My working group boasted Japanese, Argentinian, Mexican, English and Italian participants and a crucial translation gadget that was whipped out every now and then to provide the Japanese equivalent of ‘conceptual’ or ‘phenomenon’. Communication was slow, painful, sometimes hilarious and occasionally productive. For us the ‘barranca’ became a way to rethink the relationship of the city to its water. It is a small example of a larger absence of the river from the daily life of the city. The industrial port, domestic airport and now skyscrapers stunt visual access to the river in terms of views and actual access in terms of waterfront recreation, bathing and small-scale fishing. You are hard pushed to find a seafood offering on the meat-ecstatic menus of the city’s restaurants and tributaries of the Rio running through the city were buried in concrete pipes after flooding in the 1930s (exacerbating rather than solving the problem it seems). Ironically the city only comes into direct contact with the water once or twice a year during the annual floods.
We proposed a public program for beginning to “imagine the water back into the city” in three overlapping ways – through memory (the marking of and storytelling about hidden rivers in the city), through tactility (outdoor pools at the edge of the Rio, recalling the recreational activities that once happened there) and through gaze (the preservation of certain views of the river from the barranca as future development continues). We suggested that these events be coordinated by the national library, a giant sixties hulk on the barranca, to make visible on the streets its repository of the city’s stories and histories.
In a broader context it was mildly interesting to witness the ideological tensions between faculty of different generations and cultures. Jill Stonor, our Berkeley professor, was a breath of fresh air, breezing in with Borges and others tucked under her arm, and the only one to pick up a paintbrush during the week! She took to task the conception of nature in the city as ‘green space’ pointing out that the barranca is better understood as a geological wedge of sand. Wallace Chang who owns and runs this gallery inspired me with his gentle and evocative urges to mull over ‘collective personalities’, ‘reconstructed stories’ and ‘urban acupuncture’, rather than pursue a plan-driven, classical ‘site analysis’. Meanwhile the Italians fought fiercely and internally over their various all-compassing masterplans which solved all the problems of the city in one neat package. I imagined I was getting a glimpse into the culture that Stalker (see June) were reacting against when they set up their practice in Rome.

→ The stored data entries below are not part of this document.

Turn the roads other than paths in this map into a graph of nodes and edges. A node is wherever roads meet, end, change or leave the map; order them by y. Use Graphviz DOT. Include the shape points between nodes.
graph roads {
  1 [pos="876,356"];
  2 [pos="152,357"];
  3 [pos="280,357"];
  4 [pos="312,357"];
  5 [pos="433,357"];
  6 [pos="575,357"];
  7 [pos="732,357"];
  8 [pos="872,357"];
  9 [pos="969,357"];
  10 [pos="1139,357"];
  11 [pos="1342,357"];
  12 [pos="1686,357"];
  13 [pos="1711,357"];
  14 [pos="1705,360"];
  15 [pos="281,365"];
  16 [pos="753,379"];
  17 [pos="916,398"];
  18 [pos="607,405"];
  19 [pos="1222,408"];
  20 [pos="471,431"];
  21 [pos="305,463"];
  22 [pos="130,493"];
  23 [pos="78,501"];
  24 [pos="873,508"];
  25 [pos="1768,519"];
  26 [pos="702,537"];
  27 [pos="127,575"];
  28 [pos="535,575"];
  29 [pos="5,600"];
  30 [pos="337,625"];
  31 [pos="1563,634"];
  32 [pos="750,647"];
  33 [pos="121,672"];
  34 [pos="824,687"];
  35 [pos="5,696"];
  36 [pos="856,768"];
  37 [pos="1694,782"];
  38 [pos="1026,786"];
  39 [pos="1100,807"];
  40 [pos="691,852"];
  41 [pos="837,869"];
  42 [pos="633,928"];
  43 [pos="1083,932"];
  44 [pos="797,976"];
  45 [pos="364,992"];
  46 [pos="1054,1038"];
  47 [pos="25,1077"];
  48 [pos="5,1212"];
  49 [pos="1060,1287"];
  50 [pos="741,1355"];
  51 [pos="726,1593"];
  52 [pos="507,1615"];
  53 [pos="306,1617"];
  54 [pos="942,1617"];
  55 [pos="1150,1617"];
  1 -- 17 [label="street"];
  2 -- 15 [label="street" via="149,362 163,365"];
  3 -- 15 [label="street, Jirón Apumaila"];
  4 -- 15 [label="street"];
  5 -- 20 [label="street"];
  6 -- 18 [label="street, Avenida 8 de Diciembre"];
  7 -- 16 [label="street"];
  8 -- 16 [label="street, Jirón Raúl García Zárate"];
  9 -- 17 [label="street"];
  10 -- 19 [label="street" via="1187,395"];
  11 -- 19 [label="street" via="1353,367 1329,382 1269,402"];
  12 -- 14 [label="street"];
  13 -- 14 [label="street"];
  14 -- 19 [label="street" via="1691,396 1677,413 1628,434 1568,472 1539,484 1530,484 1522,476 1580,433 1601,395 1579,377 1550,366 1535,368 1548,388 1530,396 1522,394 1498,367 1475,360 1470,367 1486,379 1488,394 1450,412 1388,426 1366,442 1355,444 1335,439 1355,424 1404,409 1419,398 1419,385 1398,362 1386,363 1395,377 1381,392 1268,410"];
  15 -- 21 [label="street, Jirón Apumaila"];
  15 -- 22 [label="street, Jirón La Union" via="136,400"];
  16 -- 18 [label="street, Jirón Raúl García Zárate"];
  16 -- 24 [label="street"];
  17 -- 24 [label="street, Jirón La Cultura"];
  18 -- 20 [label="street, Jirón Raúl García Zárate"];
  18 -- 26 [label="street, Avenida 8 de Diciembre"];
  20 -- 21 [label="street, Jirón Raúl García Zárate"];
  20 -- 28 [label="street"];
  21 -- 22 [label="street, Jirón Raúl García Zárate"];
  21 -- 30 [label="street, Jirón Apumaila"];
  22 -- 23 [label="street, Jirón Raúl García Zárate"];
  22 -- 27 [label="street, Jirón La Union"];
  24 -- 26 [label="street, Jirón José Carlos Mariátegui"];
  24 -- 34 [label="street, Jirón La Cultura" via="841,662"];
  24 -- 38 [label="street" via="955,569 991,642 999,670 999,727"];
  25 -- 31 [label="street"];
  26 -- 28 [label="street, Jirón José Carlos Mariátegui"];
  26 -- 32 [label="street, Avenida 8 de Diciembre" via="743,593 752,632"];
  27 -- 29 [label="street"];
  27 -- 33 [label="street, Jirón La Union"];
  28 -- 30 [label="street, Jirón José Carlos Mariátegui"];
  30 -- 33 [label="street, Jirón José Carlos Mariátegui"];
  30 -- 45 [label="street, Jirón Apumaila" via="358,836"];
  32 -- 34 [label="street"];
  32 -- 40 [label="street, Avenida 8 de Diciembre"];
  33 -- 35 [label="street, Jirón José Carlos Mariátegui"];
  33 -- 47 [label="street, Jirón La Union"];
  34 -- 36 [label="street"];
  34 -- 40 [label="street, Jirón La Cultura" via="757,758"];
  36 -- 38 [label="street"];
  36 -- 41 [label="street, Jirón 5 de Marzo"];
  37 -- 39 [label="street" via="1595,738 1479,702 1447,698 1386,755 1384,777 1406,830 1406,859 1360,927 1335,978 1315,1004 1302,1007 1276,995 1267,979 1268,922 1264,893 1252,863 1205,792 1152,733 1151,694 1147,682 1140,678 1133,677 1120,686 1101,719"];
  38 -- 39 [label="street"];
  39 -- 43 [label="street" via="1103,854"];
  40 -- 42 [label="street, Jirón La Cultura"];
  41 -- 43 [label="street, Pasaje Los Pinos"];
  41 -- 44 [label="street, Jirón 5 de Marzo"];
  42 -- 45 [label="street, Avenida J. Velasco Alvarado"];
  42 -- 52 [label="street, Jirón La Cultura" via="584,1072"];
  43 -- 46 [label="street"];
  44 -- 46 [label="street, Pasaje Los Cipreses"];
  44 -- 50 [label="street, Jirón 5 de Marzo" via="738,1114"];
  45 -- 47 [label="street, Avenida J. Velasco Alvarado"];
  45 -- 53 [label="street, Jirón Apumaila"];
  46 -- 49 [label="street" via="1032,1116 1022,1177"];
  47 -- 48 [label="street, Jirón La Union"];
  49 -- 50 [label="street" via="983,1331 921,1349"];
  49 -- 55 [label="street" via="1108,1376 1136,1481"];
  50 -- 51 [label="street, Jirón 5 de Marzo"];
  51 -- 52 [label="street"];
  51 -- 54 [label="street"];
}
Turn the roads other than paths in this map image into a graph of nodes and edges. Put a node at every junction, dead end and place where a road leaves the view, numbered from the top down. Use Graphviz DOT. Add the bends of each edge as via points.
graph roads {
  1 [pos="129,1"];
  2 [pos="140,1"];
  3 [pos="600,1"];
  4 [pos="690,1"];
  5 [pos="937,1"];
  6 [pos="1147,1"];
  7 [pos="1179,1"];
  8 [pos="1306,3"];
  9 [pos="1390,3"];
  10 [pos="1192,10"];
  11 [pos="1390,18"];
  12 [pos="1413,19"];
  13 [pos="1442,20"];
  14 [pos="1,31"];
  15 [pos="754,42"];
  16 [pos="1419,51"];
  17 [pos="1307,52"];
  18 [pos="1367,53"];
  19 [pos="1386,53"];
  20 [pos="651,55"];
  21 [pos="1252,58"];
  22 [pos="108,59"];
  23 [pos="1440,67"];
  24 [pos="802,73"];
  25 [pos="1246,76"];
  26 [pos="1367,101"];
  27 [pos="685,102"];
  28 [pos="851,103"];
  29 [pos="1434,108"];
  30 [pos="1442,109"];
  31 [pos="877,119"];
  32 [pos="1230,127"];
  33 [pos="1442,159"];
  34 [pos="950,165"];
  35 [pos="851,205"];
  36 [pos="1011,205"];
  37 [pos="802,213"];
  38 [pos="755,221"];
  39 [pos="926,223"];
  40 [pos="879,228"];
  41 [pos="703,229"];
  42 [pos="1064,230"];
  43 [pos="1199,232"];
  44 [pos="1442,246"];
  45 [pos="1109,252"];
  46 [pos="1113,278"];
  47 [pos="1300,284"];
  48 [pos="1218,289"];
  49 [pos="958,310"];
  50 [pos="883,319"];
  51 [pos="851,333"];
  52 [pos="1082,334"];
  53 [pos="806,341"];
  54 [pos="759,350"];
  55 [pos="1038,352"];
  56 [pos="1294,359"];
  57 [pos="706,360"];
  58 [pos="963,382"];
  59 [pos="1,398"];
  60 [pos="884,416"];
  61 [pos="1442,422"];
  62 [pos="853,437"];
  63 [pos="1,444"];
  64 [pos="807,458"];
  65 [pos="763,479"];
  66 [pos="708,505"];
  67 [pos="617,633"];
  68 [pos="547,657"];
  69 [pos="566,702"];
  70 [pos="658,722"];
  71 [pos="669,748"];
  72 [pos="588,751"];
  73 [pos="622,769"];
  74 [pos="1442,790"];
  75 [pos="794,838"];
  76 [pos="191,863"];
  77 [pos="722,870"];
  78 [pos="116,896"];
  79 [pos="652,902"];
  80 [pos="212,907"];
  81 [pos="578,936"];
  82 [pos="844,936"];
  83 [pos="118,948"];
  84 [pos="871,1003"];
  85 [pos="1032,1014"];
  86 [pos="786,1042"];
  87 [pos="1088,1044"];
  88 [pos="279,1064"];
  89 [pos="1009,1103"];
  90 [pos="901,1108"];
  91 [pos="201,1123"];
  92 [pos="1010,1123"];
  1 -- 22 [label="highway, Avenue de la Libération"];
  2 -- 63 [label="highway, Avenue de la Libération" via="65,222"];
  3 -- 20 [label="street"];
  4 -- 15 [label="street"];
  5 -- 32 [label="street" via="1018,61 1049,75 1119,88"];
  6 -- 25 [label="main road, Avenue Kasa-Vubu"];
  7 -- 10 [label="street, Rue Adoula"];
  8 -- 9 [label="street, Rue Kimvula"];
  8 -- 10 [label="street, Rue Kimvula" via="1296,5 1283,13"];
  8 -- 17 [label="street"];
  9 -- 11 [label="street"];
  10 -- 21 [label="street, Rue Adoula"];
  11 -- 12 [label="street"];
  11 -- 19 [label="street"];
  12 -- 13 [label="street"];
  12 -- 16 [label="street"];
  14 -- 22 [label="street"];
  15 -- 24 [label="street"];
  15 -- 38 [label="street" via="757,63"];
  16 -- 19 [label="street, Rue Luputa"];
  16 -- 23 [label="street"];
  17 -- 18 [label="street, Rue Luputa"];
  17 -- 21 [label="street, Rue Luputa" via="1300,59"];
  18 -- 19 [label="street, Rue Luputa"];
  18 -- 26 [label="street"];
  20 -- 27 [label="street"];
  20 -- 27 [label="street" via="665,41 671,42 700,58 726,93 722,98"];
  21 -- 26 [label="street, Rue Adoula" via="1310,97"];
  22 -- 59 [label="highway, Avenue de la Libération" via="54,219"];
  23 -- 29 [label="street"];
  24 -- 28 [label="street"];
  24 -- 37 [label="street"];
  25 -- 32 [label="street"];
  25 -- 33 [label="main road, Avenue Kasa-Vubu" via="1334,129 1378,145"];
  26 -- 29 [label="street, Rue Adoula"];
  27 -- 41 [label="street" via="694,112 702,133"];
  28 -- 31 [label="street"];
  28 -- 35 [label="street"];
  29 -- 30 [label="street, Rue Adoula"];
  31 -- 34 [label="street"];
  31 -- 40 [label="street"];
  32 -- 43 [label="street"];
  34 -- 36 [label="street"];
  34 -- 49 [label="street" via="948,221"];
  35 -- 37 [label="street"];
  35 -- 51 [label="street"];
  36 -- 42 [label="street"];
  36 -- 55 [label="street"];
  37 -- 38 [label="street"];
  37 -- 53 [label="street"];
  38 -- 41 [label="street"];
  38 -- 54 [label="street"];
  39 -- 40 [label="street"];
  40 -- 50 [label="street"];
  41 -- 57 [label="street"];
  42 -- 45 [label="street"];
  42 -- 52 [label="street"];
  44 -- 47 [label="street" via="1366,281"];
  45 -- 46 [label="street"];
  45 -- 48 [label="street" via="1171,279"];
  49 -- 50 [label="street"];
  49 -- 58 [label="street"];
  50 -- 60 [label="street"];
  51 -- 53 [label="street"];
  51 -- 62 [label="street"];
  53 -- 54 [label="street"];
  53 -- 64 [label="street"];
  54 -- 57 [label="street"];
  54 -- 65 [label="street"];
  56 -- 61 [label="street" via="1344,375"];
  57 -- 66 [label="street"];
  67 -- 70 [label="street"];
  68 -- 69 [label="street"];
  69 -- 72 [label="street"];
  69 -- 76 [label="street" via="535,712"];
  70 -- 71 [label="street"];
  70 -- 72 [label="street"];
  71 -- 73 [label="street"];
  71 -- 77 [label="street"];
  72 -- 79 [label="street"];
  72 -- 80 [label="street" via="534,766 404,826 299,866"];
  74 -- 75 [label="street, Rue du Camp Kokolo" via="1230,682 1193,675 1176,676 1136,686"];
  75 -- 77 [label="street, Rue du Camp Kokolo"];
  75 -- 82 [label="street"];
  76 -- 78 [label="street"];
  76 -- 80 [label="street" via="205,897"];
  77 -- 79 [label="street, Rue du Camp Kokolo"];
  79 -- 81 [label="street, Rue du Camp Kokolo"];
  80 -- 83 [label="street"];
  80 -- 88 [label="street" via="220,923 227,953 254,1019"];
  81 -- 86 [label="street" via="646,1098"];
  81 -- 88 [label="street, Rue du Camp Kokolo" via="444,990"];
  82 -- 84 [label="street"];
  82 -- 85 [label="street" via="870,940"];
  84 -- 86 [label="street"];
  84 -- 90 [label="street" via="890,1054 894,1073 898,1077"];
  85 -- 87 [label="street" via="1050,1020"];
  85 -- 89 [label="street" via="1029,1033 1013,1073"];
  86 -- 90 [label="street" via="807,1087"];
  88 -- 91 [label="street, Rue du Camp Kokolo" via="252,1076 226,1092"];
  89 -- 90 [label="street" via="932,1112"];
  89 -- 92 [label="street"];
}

Fortunately the water theme dovetails neatly with both the work of m7red (who engage with the flooding problems in the city) and Ala Plastica (who deal with river pollution). So I am interested to see how my reflections change over the course of my stay here.
And to recover from the strain of playing at serious academia?
…..the highlight of the workshop was a party in our apartment that Jill had rented on Plaza Dorrego, complete with mezzanine and barrel vaulted brick ceiling and 15 ft high windows. We hired a jazz band from our favourite bar down the street, Del Tiempo, and free flowing red wine helped loosen up relations considerably.
………..and then this weekend a trip to the country……to an ‘estancia’ (Argentine farm), courtesy of family friends of Toben’s, the other Berkeley participant. It was just as I had read about certain chapters of Imagining Argentina. A handsome pink house in the middle of endless flat, with grazing horses, warm winter sun, green parrot-like birds circling overhead and a full moon that illuminated the landscape for miles. I rode a horse for the first time in six years and revelled in the sense of well-being that it released. We knelt in the middle of a field and allowed the horses to gently sniff along our arms, shoulders, necks and hair. The poetry of the moment was only momentarily interrupted by a giant horse sneeze which sprayed me with black equine snot.
Yesterday we took a rickety train to La Plata, a suburb of Buenos Aires an hour away to see the only Corbusier house in the Western Hemisphere and the first that I have visited. We enjoyed a tour by a local architecture student and admired the spatial tricks of the house, generally feigning half ironic/half genuine awe. The famed dinosaur museum where we should have been able to see the six story gigantosaurus from Patagonia was closed. So the train ride to La Plata may well happen again after the short pedalo ride around a pond of plastic bottles failed to satisfy as an alternative.
Toben is on a plane back to the States as I write this so my Spanish crutch has been knocked out from under me. I call in at m7red later this afternoon. A new adventure begins.